For a system in the form Ax = b, Craig's method is equivalent to applying CG to AAᵀy = b and recovering x = Aᵀy. Note that y are the Lagrange multipliers of the least-norm problem
minimize ‖x‖ s.t. Ax = b.Preconditioners M⁻¹ and N⁻¹ may be provided in the form of linear operators and are assumed to be symmetric and positive definite. If sqd = true, CRAIG solves the symmetric and quasi-definite system
[ -N Aᵀ ] [ x ] [ 0 ]
[ A M ] [ y ] = [ b ],which is equivalent to applying CG to (AN⁻¹Aᵀ + M)y = b with Nx = Aᵀy.
If sqd = false, CRAIG solves the symmetric and indefinite system
[ -N Aᵀ ] [ x ] [ 0 ]
[ A 0 ] [ y ] = [ b ].In this case, M⁻¹ can still be specified and indicates the weighted norm in which residuals are measured.
In this implementation, both the x and y-parts of the solution are returned.
Krylov.craigmr — Function(x, y, stats) = craigmr(A, b; M, N, λ, atol, rtol, itmax, verbose)Solve the consistent linear system
Ax + √λs = busing the CRAIG-MR method, where λ ≥ 0 is a regularization parameter.

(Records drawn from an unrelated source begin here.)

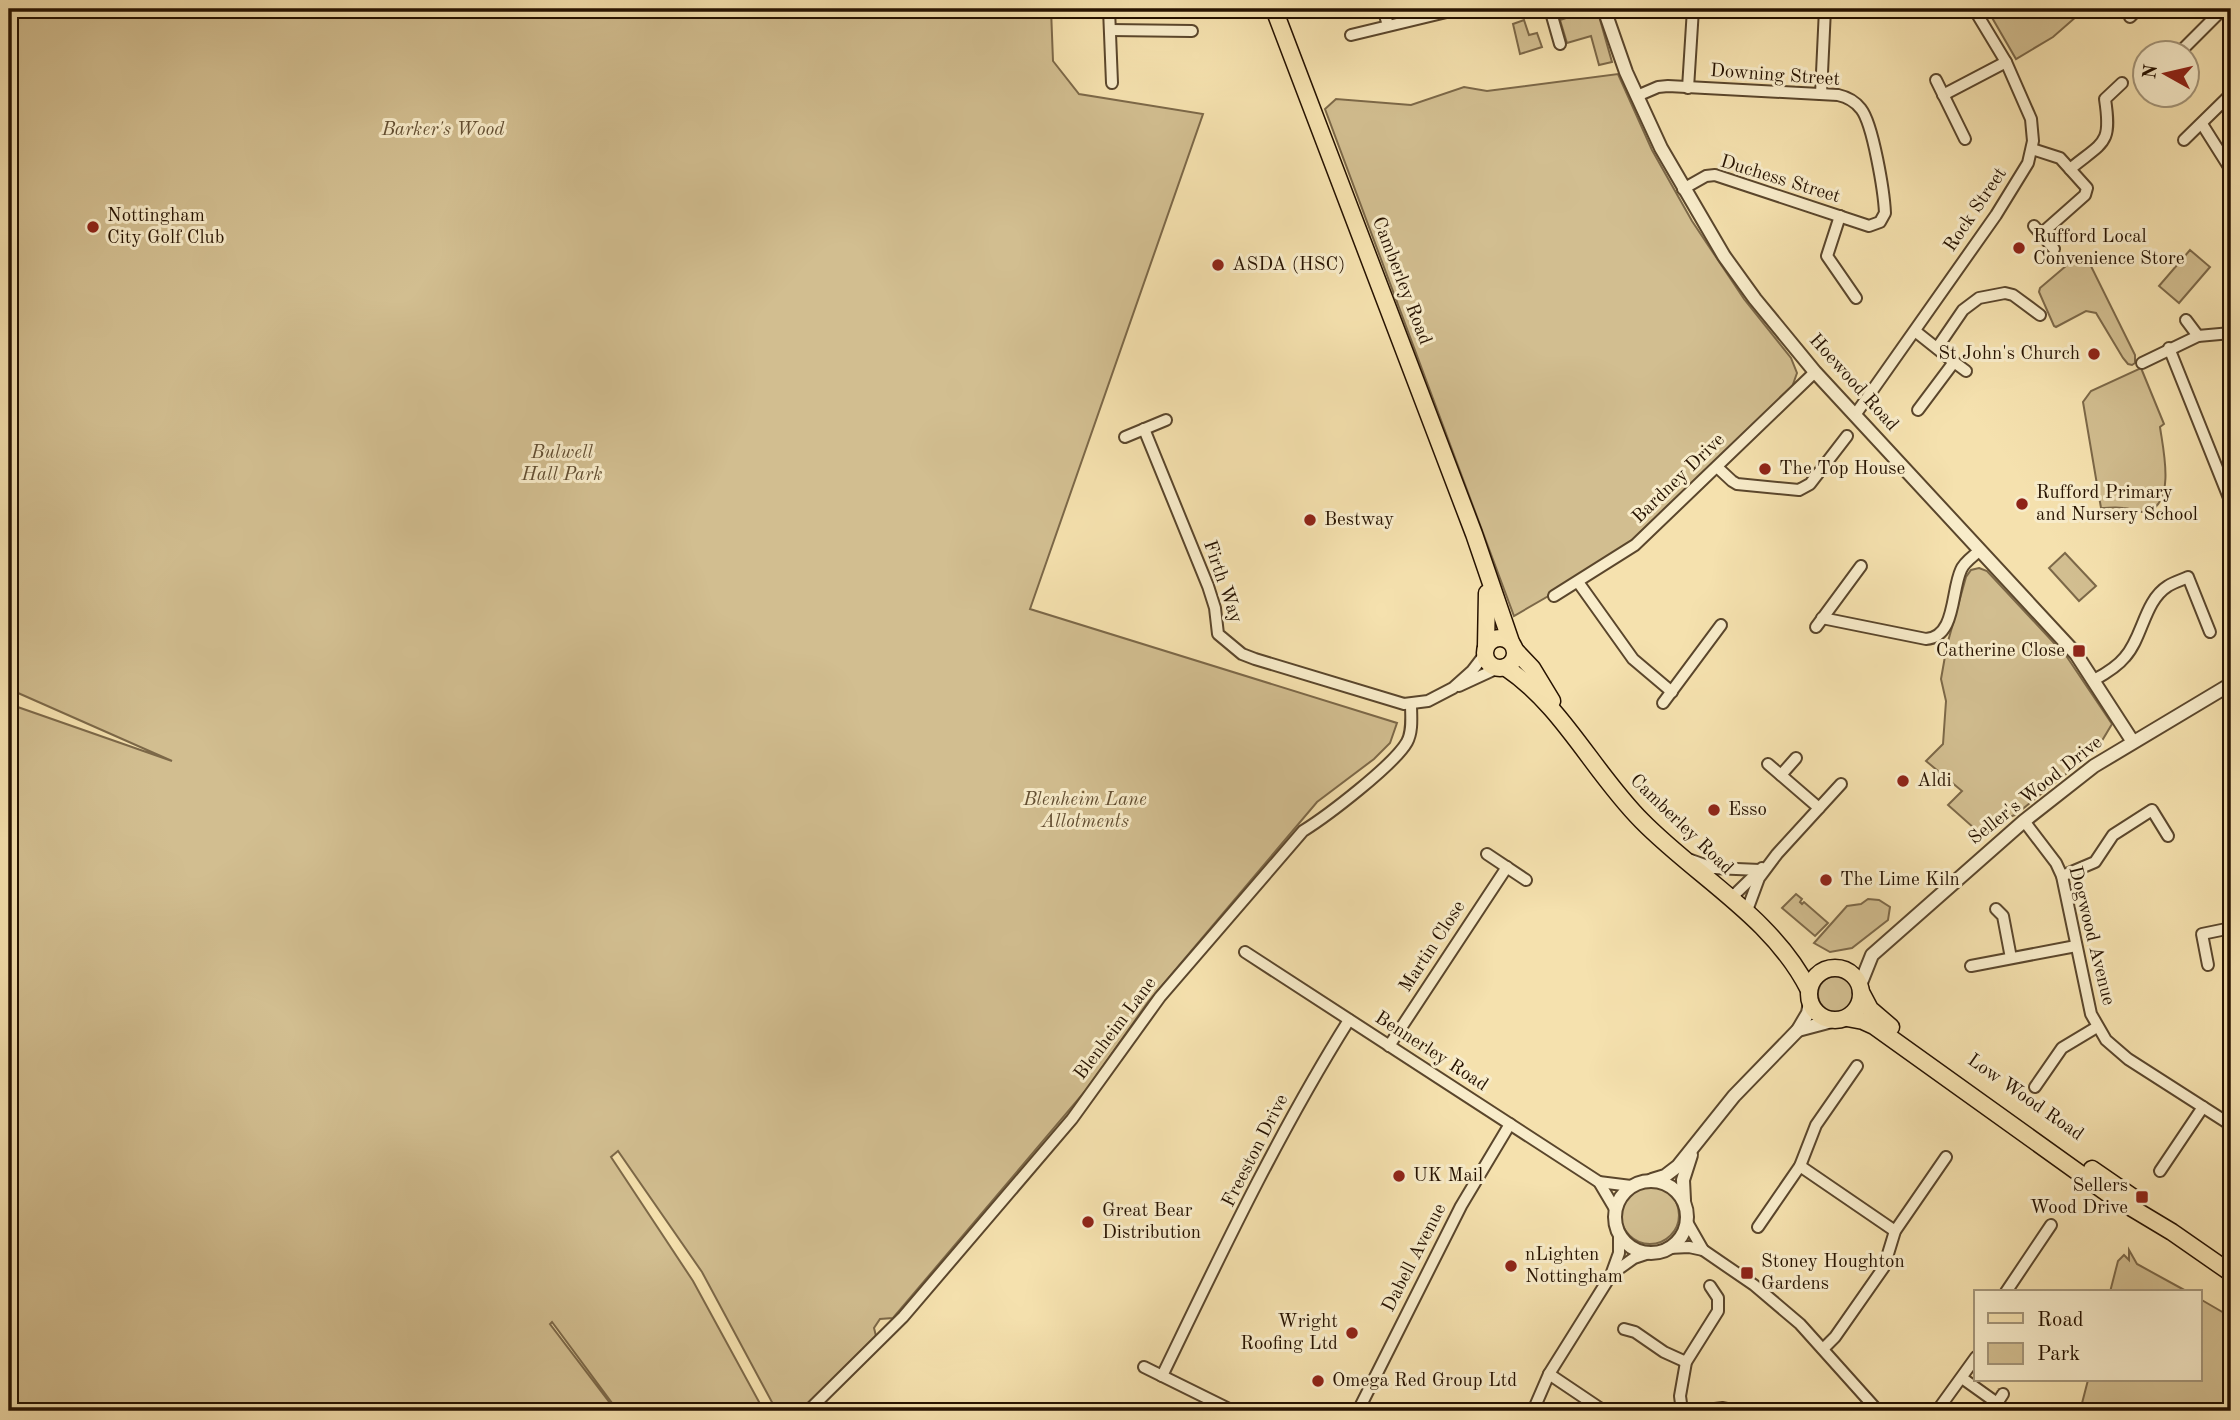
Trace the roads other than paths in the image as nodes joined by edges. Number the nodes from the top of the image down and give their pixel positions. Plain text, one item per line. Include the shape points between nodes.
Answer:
1 (1109, 9) edge
2 (1274, 9) edge
3 (1382, 9) edge
4 (1459, 9) edge
5 (1550, 9) edge
6 (1604, 9) edge
7 (1693, 9) edge
8 (1974, 9) edge
9 (2138, 9) edge
10 (2223, 9) edge
11 (1821, 13) edge
12 (2130, 17) dead end
13 (2231, 18) edge
14 (1388, 25) junction
15 (1110, 30) junction
16 (1192, 31) dead end
17 (1351, 36) dead end
18 (1544, 38) dead end
19 (2194, 38) edge
20 (2006, 62) junction
21 (1099, 70) dead end
22 (1111, 70) junction
23 (1936, 80) dead end
24 (1112, 83) dead end
25 (2122, 83) dead end
26 (1688, 88) junction
27 (1821, 94) junction
28 (2231, 94) edge
29 (1943, 95) junction
30 (1637, 96) junction
31 (2202, 124) junction
32 (1965, 139) dead end
33 (2184, 140) dead end
34 (2032, 149) junction
35 (2070, 169) junction
36 (2231, 170) edge
37 (1684, 189) junction
38 (1840, 216) junction
39 (1869, 226) joint
40 (2054, 249) dead end
41 (1856, 298) dead end
42 (2040, 314) dead end
43 (2186, 320) dead end
44 (1915, 331) junction
45 (2231, 333) edge
46 (2198, 336) junction
47 (1937, 348) junction
48 (2169, 348) junction
49 (1954, 362) junction
50 (2142, 363) dead end
51 (1966, 371) dead end
52 (1815, 372) junction
53 (1918, 410) dead end
54 (1855, 415) junction
55 (1166, 420) dead end
56 (1144, 429) junction
57 (1847, 436) dead end
58 (1125, 437) dead end
59 (1826, 439) dead end
60 (1837, 448) junction
61 (1717, 467) junction
62 (2231, 503) edge
63 (1980, 550) junction
64 (1861, 566) dead end
65 (1485, 569) junction
66 (1578, 582) junction
67 (1554, 596) dead end
68 (1721, 625) dead end
69 (2210, 632) dead end
70 (1513, 646) junction
71 (1485, 651) junction
72 (1501, 668) junction
73 (2094, 680) junction
74 (2231, 684) edge
75 (1453, 688) junction
76 (1672, 692) junction
77 (1411, 704) junction
78 (1663, 704) dead end
79 (1557, 713) junction
80 (2133, 742) junction
81 (1796, 758) dead end
82 (1768, 764) dead end
83 (1781, 775) junction
84 (1841, 784) dead end
85 (1819, 808) junction
86 (2024, 821) junction
87 (2168, 835) dead end
88 (1487, 854) dead end
89 (1777, 854) junction
90 (1679, 856) junction
91 (1507, 867) junction
92 (1760, 870) junction
93 (2062, 876) junction
94 (1526, 880) dead end
95 (1730, 899) junction
96 (2003, 911) dead end
97 (1746, 913) junction
98 (2231, 928) edge
99 (2076, 946) junction
100 (1245, 952) dead end
101 (1790, 956) junction
102 (2011, 958) junction
103 (2208, 965) dead end
104 (1971, 966) dead end
105 (1830, 968) junction
106 (1860, 988) junction
107 (1809, 996) junction
108 (1840, 1019) junction
109 (1349, 1020) junction
110 (2097, 1027) junction
111 (1798, 1030) junction
112 (1389, 1046) junction
113 (1857, 1066) dead end
114 (2035, 1087) dead end
115 (2203, 1107) junction
116 (1510, 1124) junction
117 (2231, 1125) edge
118 (1694, 1148) junction
119 (1946, 1157) dead end
120 (1800, 1166) junction
121 (2160, 1171) dead end
122 (1652, 1180) junction
123 (1599, 1182) junction
124 (1631, 1186) junction
125 (1684, 1200) junction
126 (1615, 1209) junction
127 (1687, 1222) junction
128 (2051, 1225) dead end
129 (1758, 1227) dead end
130 (1895, 1231) junction
131 (2172, 1232) junction
132 (1619, 1234) junction
133 (1669, 1248) junction
134 (1703, 1250) junction
135 (1649, 1253) junction
136 (2231, 1273) edge
137 (1611, 1275) junction
138 (1710, 1286) dead end
139 (2007, 1290) edge
140 (1731, 1295) dead end
141 (1718, 1298) junction
142 (1633, 1328) dead end
143 (1824, 1348) junction
144 (1974, 1360) edge
145 (1686, 1362) junction
146 (1143, 1367) dead end
147 (1549, 1374) junction
148 (1162, 1376) junction
149 (1962, 1378) junction
150 (1998, 1403) edge
151 (808, 1411) edge
152 (1233, 1411) edge
153 (1358, 1411) edge
154 (1533, 1411) edge
155 (1604, 1411) edge
156 (1682, 1411) edge
157 (1698, 1411) edge
158 (1738, 1411) edge
159 (1878, 1411) edge
160 (1937, 1411) edge

1 - 15 street
2 - 65 main road, Camberley Road
3 - 14 street
4 - 14 street
5 - 18 street via 1559,39
6 - 30 street, Hoewood Road
7 - 26 street
8 - 20 street, Rock Street
9 - 12 street
10 - 13 street
10 - 19 street
11 - 27 street
14 - 17 street
15 - 16 street via 1174,36
15 - 22 street
20 - 29 street
20 - 34 street, Rock Street via 2031,119
21 - 22 street
22 - 24 street
23 - 29 street
25 - 35 street via 2105,99 2107,136
26 - 27 street, Downing Street
26 - 30 street, Downing Street via 1658,87
27 - 39 street, Downing Street via 1852,100 1869,124 1885,213 1880,222
28 - 31 street
29 - 32 street
30 - 37 street, Hoewood Road
31 - 33 street
31 - 36 street
34 - 35 street via 2060,158
34 - 44 street, Rock Street via 2022,175
35 - 40 street via 2087,188 2085,195 2037,230
37 - 38 street, Duchess Street via 1715,175
37 - 52 street, Hoewood Road via 1724,256
38 - 39 street, Duchess Street
38 - 41 street via 1827,256
42 - 47 street via 2014,295 1979,298 1963,310
43 - 46 street
44 - 47 street
44 - 54 street, Rock Street
45 - 46 street
46 - 48 street
47 - 49 street
48 - 50 street
48 - 62 street
49 - 51 street
49 - 53 street via 1921,397
52 - 54 street, Hoewood Road
52 - 61 street, Bardney Drive
54 - 63 street, Hoewood Road
55 - 56 street
56 - 58 street
56 - 77 street, Firth Way via 1208,586 1218,634 1255,659
57 - 60 street
59 - 60 street
60 - 61 street via 1810,484 1799,490 1737,484
61 - 66 street, Bardney Drive via 1635,545
63 - 64 street via 1960,571 1945,628 1939,636 1926,639 1819,622
63 - 73 street, Hoewood Road via 2076,654
65 - 70 main road, Camberley Road
65 - 71 main road, Camberley Road
66 - 67 street, Bardney Drive
66 - 76 street via 1633,659
68 - 76 street
69 - 73 street via 2188,577 2158,596 2126,657
70 - 71 main road via 1504,638 1495,638
70 - 72 main road via 1513,661
70 - 79 main road, Camberley Road via 1550,695
71 - 72 main road via 1490,665
71 - 75 street
72 - 75 street
72 - 79 main road, Camberley Road via 1527,684
73 - 80 street, Hoewood Road
74 - 80 street, Seller's Wood Drive
75 - 77 street
76 - 78 street
77 - 151 street, Blenheim Lane via 1409,735 1403,747 1303,831 1160,997 1064,1129 903,1317
79 - 90 main road, Camberley Road via 1614,791
80 - 86 street, Seller's Wood Drive
81 - 83 street
82 - 83 street
83 - 85 street
84 - 85 street
85 - 89 street
86 - 93 street, Dogwood Avenue
86 - 106 street, Seller's Wood Drive via 1872,955
87 - 93 street via 2152,810 2113,835 2095,862
88 - 91 street
89 - 92 street
89 - 97 street via 1759,877
90 - 92 street via 1713,868
90 - 95 main road, Camberley Road
91 - 94 street
91 - 112 street, Martin Close
92 - 95 street
93 - 99 street, Dogwood Avenue
95 - 97 main road, Camberley Road
96 - 102 street
97 - 101 main road, Camberley Road
98 - 103 street via 2202,934
99 - 102 street
99 - 110 street, Dogwood Avenue via 2085,996
100 - 109 street, Bennerley Road
101 - 105 main road, Camberley Road via 1813,967
101 - 107 main road, Camberley Road
102 - 104 street via 1984,959
105 - 106 main road via 1847,971
105 - 107 main road via 1816,976
106 - 108 main road via 1858,1007
106 - 131 main road, Low Wood Road via 1877,1016 2158,1216
107 - 108 main road via 1818,1015
107 - 111 street via 1808,1013
108 - 111 street
108 - 131 main road, Low Wood Road via 1863,1020 1874,1026 2108,1193
109 - 112 street, Bennerley Road
109 - 148 street, Freeston Drive via 1275,1149
110 - 114 street via 2062,1048 2038,1073
110 - 115 street, Dogwood Avenue via 2128,1059
111 - 118 street via 1734,1096
112 - 116 street, Bennerley Road
113 - 120 street via 1816,1125
115 - 117 street, Dogwood Avenue
115 - 121 street via 2163,1158
116 - 123 street, Bennerley Road
116 - 153 street, Dabell Avenue via 1461,1206
118 - 122 street via 1672,1171
118 - 125 street via 1683,1180
119 - 130 street
120 - 129 street
120 - 130 street
122 - 124 street
122 - 125 street via 1667,1184
123 - 124 street, Bennerley Road
123 - 126 street, Bennerley Road
124 - 126 street
125 - 127 street
126 - 132 street
127 - 133 street via 1682,1236
127 - 134 street
128 - 139 street
130 - 143 street via 1884,1267
131 - 136 main road, Low Wood Road
132 - 135 street via 1634,1249
132 - 137 street via 1619,1253
133 - 134 street
133 - 135 street
134 - 143 street via 1781,1306
135 - 137 street
137 - 147 street
138 - 141 street
140 - 141 street
141 - 145 street via 1718,1311
142 - 145 street
143 - 159 street
144 - 149 street
145 - 156 street
146 - 148 street
147 - 154 street
147 - 155 street
148 - 152 street
149 - 150 street
149 - 160 street
157 - 158 street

This method is equivalent to applying the Conjugate Residuals method to the normal equations of the second kind
(AAᵀ + λI) y = bbut is more stable. When λ = 0, this method solves the minimum-norm problem
min ‖x‖₂ s.t. x ∈ argmin ‖Ax - b‖₂.When λ > 0, this method solves the problem
min ‖(x,s)‖₂ s.t. Ax + √λs = b.Preconditioners M⁻¹ and N⁻¹ may be provided in the form of linear operators and are assumed to be symmetric and positive definite. Afterward CRAIGMR solves the symmetric and quasi-definite system
[ -N Aᵀ ] [ x ] [ 0 ]
[ A M ] [ y ] = [ b ],which is equivalent to applying MINRES to (M + AN⁻¹Aᵀ)y = b.
CRAIGMR produces monotonic residuals ‖r‖₂. It is formally equivalent to CRMR, though can be slightly more accurate, and intricate to implement. Both the x- and y-parts of the solution are returned.